Where an entry contains a picture, omit the picture and repeat the rest exactly.

[[ Available data open ]]

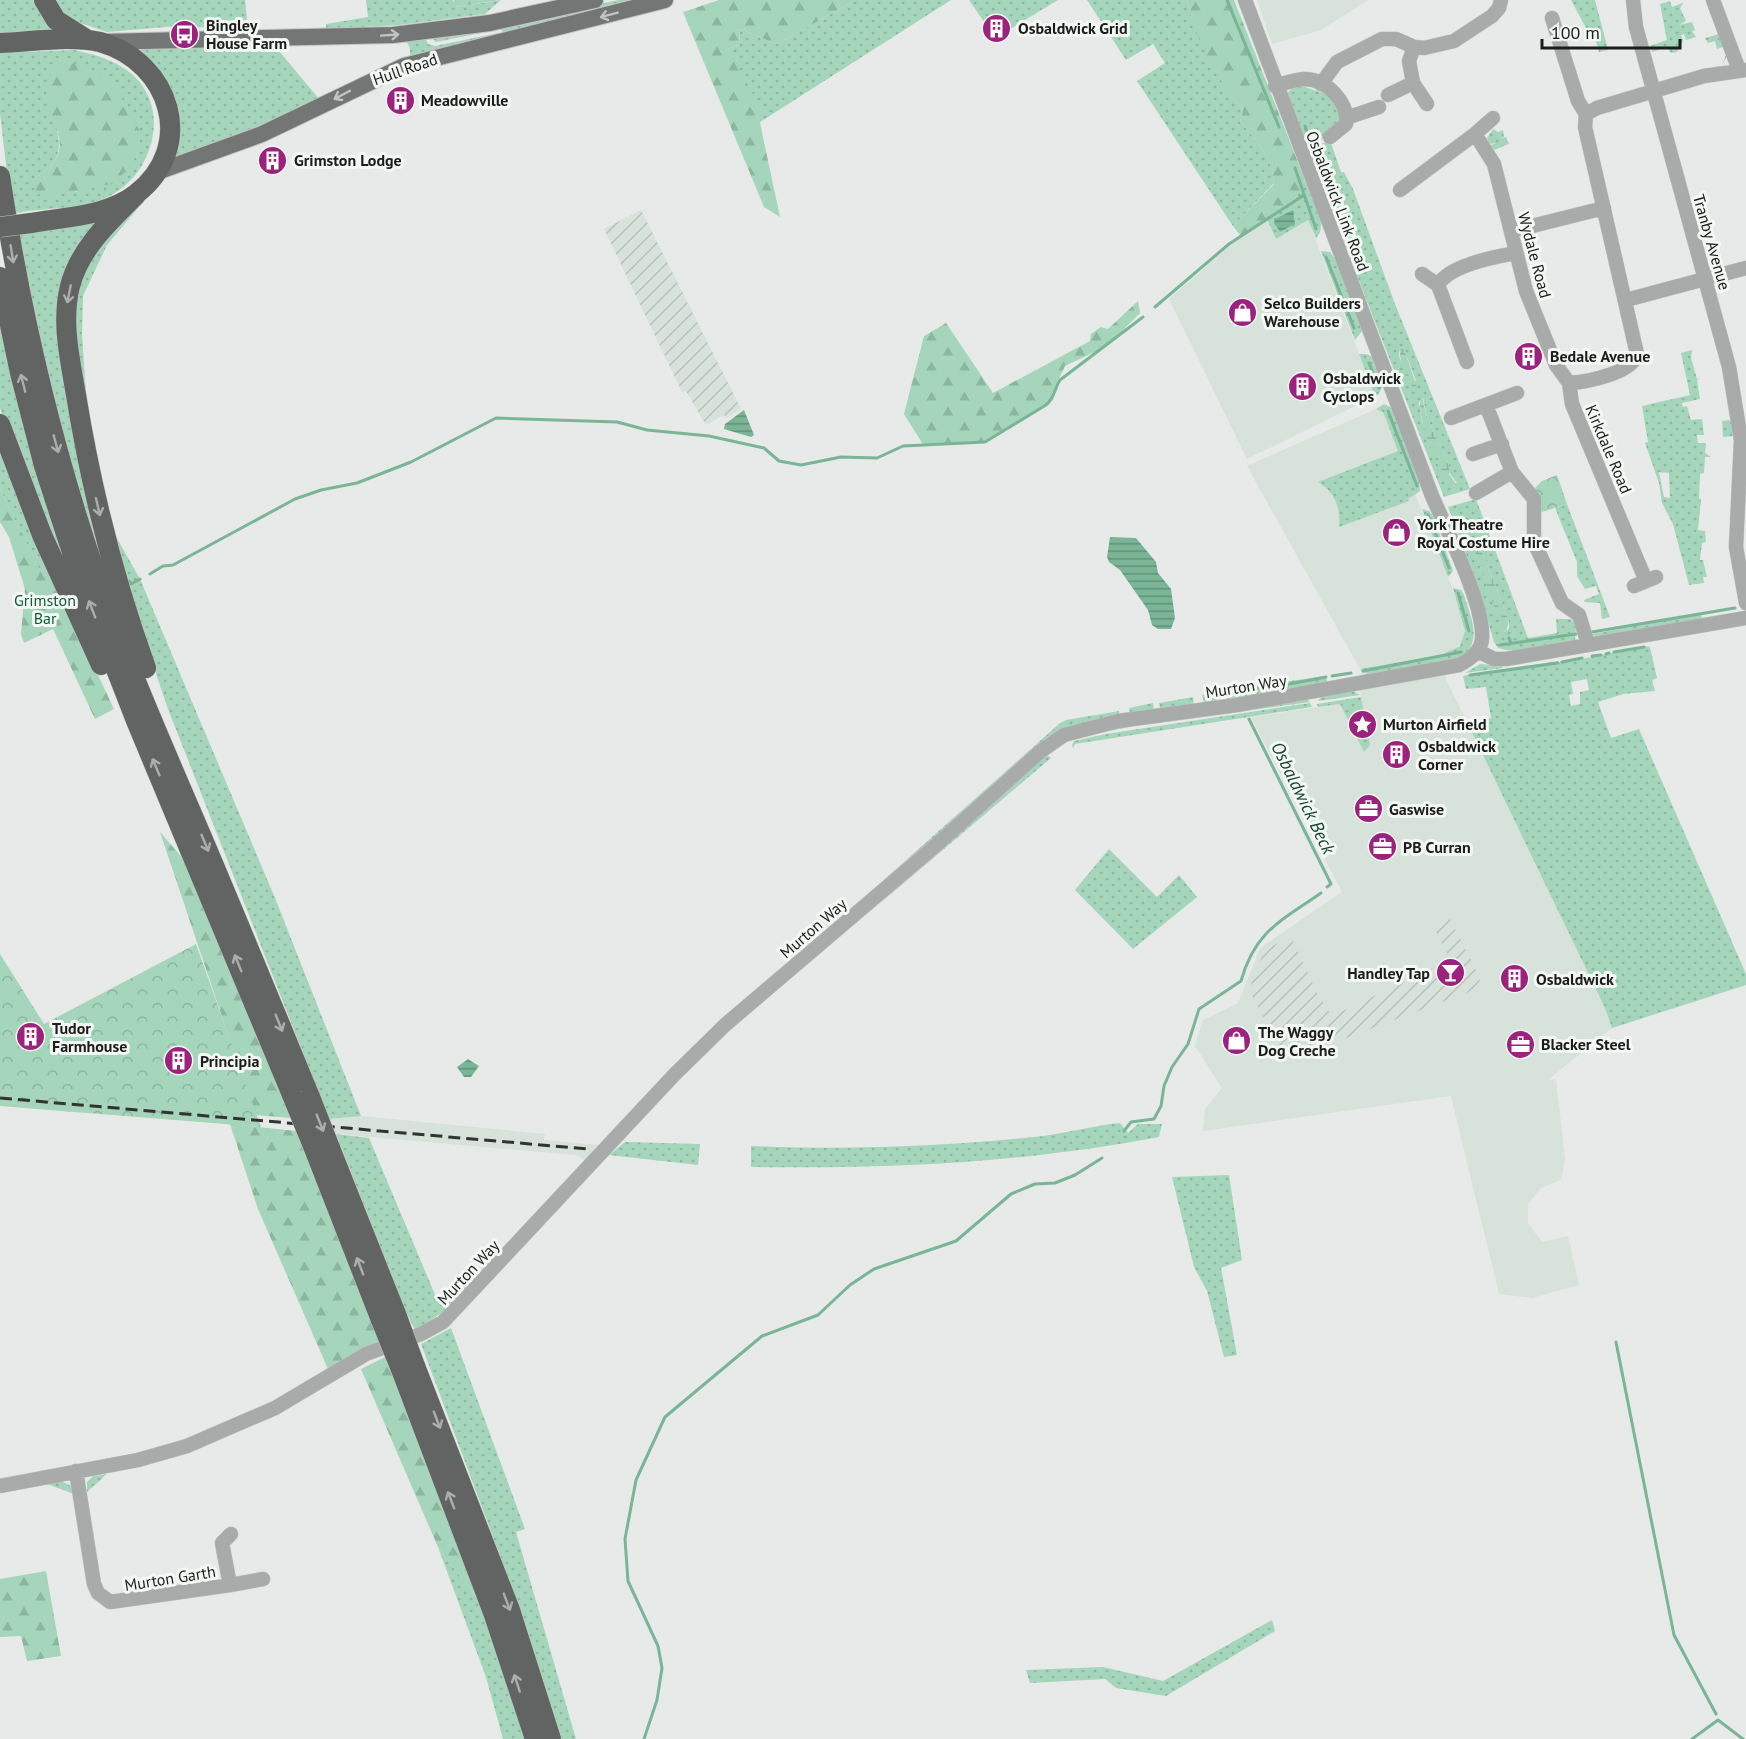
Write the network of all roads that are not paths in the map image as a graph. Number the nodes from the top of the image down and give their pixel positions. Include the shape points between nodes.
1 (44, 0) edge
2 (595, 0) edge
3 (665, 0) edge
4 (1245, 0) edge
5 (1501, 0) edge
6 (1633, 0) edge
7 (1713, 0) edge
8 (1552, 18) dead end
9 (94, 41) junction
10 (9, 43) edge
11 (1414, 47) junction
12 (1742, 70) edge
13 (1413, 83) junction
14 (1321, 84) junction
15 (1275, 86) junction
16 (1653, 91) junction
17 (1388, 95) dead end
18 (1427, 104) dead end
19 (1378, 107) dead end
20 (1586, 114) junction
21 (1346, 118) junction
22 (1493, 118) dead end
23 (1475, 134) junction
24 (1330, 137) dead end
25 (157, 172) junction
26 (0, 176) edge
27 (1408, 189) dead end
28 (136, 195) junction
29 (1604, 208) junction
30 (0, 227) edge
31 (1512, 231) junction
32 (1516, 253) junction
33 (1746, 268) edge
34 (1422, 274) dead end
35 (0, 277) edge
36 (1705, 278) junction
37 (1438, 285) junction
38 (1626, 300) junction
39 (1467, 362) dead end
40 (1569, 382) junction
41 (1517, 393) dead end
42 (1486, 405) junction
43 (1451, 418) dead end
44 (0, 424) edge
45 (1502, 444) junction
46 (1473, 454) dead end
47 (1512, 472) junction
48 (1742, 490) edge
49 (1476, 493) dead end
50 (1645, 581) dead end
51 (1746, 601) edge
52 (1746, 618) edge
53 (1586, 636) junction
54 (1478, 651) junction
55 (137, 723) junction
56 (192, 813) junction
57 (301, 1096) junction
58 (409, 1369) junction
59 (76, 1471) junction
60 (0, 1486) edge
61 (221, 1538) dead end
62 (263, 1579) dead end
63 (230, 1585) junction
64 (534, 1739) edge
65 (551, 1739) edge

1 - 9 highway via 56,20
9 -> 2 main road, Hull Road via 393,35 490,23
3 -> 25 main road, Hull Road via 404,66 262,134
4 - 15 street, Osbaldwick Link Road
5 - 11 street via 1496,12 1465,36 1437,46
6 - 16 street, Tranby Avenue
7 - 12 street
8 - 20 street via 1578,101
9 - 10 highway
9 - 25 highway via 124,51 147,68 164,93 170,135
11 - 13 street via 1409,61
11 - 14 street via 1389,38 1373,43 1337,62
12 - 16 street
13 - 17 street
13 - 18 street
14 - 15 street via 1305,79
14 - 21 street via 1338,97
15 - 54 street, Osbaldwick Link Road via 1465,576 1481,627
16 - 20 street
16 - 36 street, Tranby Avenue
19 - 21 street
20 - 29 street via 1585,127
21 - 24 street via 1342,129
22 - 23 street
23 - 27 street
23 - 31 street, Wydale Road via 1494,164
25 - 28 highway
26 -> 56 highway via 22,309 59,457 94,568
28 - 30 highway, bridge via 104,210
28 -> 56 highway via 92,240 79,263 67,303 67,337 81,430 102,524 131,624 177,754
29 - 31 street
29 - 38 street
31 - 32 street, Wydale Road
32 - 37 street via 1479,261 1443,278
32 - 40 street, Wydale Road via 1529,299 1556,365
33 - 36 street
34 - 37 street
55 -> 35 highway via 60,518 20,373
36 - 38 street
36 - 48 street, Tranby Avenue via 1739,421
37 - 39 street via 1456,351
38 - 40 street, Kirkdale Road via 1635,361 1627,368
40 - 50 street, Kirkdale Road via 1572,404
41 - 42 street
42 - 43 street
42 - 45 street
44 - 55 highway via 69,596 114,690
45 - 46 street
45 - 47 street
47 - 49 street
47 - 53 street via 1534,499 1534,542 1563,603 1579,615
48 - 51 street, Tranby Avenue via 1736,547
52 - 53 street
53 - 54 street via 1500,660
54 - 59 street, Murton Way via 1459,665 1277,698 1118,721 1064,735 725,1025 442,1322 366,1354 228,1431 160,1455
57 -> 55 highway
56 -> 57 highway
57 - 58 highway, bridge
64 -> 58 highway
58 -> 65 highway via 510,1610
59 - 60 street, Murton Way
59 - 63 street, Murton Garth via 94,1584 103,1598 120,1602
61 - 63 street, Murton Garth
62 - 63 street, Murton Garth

[[ Available data closed ]]

* Task response *
Write the network of all roads that are not paths in the map image as a graph. Number the nodes from the top of the image down and give their pixel positions. Include the shape points between nodes.
1 (44, 0) edge
2 (595, 0) edge
3 (665, 0) edge
4 (1245, 0) edge
5 (1501, 0) edge
6 (1633, 0) edge
7 (1713, 0) edge
8 (1552, 18) dead end
9 (94, 41) junction
10 (9, 43) edge
11 (1414, 47) junction
12 (1742, 70) edge
13 (1413, 83) junction
14 (1321, 84) junction
15 (1275, 86) junction
16 (1653, 91) junction
17 (1388, 95) dead end
18 (1427, 104) dead end
19 (1378, 107) dead end
20 (1586, 114) junction
21 (1346, 118) junction
22 (1493, 118) dead end
23 (1475, 134) junction
24 (1330, 137) dead end
25 (157, 172) junction
26 (0, 176) edge
27 (1408, 189) dead end
28 (136, 195) junction
29 (1604, 208) junction
30 (0, 227) edge
31 (1512, 231) junction
32 (1516, 253) junction
33 (1746, 268) edge
34 (1422, 274) dead end
35 (0, 277) edge
36 (1705, 278) junction
37 (1438, 285) junction
38 (1626, 300) junction
39 (1467, 362) dead end
40 (1569, 382) junction
41 (1517, 393) dead end
42 (1486, 405) junction
43 (1451, 418) dead end
44 (0, 424) edge
45 (1502, 444) junction
46 (1473, 454) dead end
47 (1512, 472) junction
48 (1742, 490) edge
49 (1476, 493) dead end
50 (1645, 581) dead end
51 (1746, 601) edge
52 (1746, 618) edge
53 (1586, 636) junction
54 (1478, 651) junction
55 (137, 723) junction
56 (192, 813) junction
57 (301, 1096) junction
58 (409, 1369) junction
59 (76, 1471) junction
60 (0, 1486) edge
61 (221, 1538) dead end
62 (263, 1579) dead end
63 (230, 1585) junction
64 (534, 1739) edge
65 (551, 1739) edge

1 - 9 highway via 56,20
9 -> 2 main road, Hull Road via 393,35 490,23
3 -> 25 main road, Hull Road via 404,66 262,134
4 - 15 street, Osbaldwick Link Road
5 - 11 street via 1496,12 1465,36 1437,46
6 - 16 street, Tranby Avenue
7 - 12 street
8 - 20 street via 1578,101
9 - 10 highway
9 - 25 highway via 124,51 147,68 164,93 170,135
11 - 13 street via 1409,61
11 - 14 street via 1389,38 1373,43 1337,62
12 - 16 street
13 - 17 street
13 - 18 street
14 - 15 street via 1305,79
14 - 21 street via 1338,97
15 - 54 street, Osbaldwick Link Road via 1465,576 1481,627
16 - 20 street
16 - 36 street, Tranby Avenue
19 - 21 street
20 - 29 street via 1585,127
21 - 24 street via 1342,129
22 - 23 street
23 - 27 street
23 - 31 street, Wydale Road via 1494,164
25 - 28 highway
26 -> 56 highway via 22,309 59,457 94,568
28 - 30 highway, bridge via 104,210
28 -> 56 highway via 92,240 79,263 67,303 67,337 81,430 102,524 131,624 177,754
29 - 31 street
29 - 38 street
31 - 32 street, Wydale Road
32 - 37 street via 1479,261 1443,278
32 - 40 street, Wydale Road via 1529,299 1556,365
33 - 36 street
34 - 37 street
55 -> 35 highway via 60,518 20,373
36 - 38 street
36 - 48 street, Tranby Avenue via 1739,421
37 - 39 street via 1456,351
38 - 40 street, Kirkdale Road via 1635,361 1627,368
40 - 50 street, Kirkdale Road via 1572,404
41 - 42 street
42 - 43 street
42 - 45 street
44 - 55 highway via 69,596 114,690
45 - 46 street
45 - 47 street
47 - 49 street
47 - 53 street via 1534,499 1534,542 1563,603 1579,615
48 - 51 street, Tranby Avenue via 1736,547
52 - 53 street
53 - 54 street via 1500,660
54 - 59 street, Murton Way via 1459,665 1277,698 1118,721 1064,735 725,1025 442,1322 366,1354 228,1431 160,1455
57 -> 55 highway
56 -> 57 highway
57 - 58 highway, bridge
64 -> 58 highway
58 -> 65 highway via 510,1610
59 - 60 street, Murton Way
59 - 63 street, Murton Garth via 94,1584 103,1598 120,1602
61 - 63 street, Murton Garth
62 - 63 street, Murton Garth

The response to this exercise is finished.